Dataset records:
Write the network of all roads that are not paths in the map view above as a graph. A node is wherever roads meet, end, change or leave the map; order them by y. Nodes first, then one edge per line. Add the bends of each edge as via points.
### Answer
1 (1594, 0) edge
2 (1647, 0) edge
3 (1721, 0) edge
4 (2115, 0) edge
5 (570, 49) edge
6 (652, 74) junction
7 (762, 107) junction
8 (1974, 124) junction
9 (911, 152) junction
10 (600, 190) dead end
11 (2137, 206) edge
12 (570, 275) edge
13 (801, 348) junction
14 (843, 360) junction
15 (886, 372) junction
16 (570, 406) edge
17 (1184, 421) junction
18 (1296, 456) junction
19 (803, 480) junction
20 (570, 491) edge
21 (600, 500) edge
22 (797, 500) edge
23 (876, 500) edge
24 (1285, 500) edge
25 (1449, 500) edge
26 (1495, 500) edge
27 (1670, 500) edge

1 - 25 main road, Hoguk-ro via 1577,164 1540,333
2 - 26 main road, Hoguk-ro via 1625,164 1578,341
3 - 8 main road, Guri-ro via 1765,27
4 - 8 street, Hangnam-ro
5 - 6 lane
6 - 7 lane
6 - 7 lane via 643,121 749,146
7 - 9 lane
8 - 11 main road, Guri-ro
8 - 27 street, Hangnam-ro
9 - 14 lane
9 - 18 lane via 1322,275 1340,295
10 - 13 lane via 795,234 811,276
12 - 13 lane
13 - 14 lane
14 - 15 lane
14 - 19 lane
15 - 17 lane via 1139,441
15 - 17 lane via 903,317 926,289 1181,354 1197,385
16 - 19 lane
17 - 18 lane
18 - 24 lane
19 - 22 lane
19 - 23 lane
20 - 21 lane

- Work order
The answer is the data above, retyped exactly in full.

- Solution for this task
Write the network of all roads that are not paths in the map view above as a graph. A node is wherever roads meet, end, change or leave the map; order them by y. Nodes first, then one edge per line. Add the bends of each edge as via points.
### Answer
1 (1594, 0) edge
2 (1647, 0) edge
3 (1721, 0) edge
4 (2115, 0) edge
5 (570, 49) edge
6 (652, 74) junction
7 (762, 107) junction
8 (1974, 124) junction
9 (911, 152) junction
10 (600, 190) dead end
11 (2137, 206) edge
12 (570, 275) edge
13 (801, 348) junction
14 (843, 360) junction
15 (886, 372) junction
16 (570, 406) edge
17 (1184, 421) junction
18 (1296, 456) junction
19 (803, 480) junction
20 (570, 491) edge
21 (600, 500) edge
22 (797, 500) edge
23 (876, 500) edge
24 (1285, 500) edge
25 (1449, 500) edge
26 (1495, 500) edge
27 (1670, 500) edge

1 - 25 main road, Hoguk-ro via 1577,164 1540,333
2 - 26 main road, Hoguk-ro via 1625,164 1578,341
3 - 8 main road, Guri-ro via 1765,27
4 - 8 street, Hangnam-ro
5 - 6 lane
6 - 7 lane
6 - 7 lane via 643,121 749,146
7 - 9 lane
8 - 11 main road, Guri-ro
8 - 27 street, Hangnam-ro
9 - 14 lane
9 - 18 lane via 1322,275 1340,295
10 - 13 lane via 795,234 811,276
12 - 13 lane
13 - 14 lane
14 - 15 lane
14 - 19 lane
15 - 17 lane via 1139,441
15 - 17 lane via 903,317 926,289 1181,354 1197,385
16 - 19 lane
17 - 18 lane
18 - 24 lane
19 - 22 lane
19 - 23 lane
20 - 21 lane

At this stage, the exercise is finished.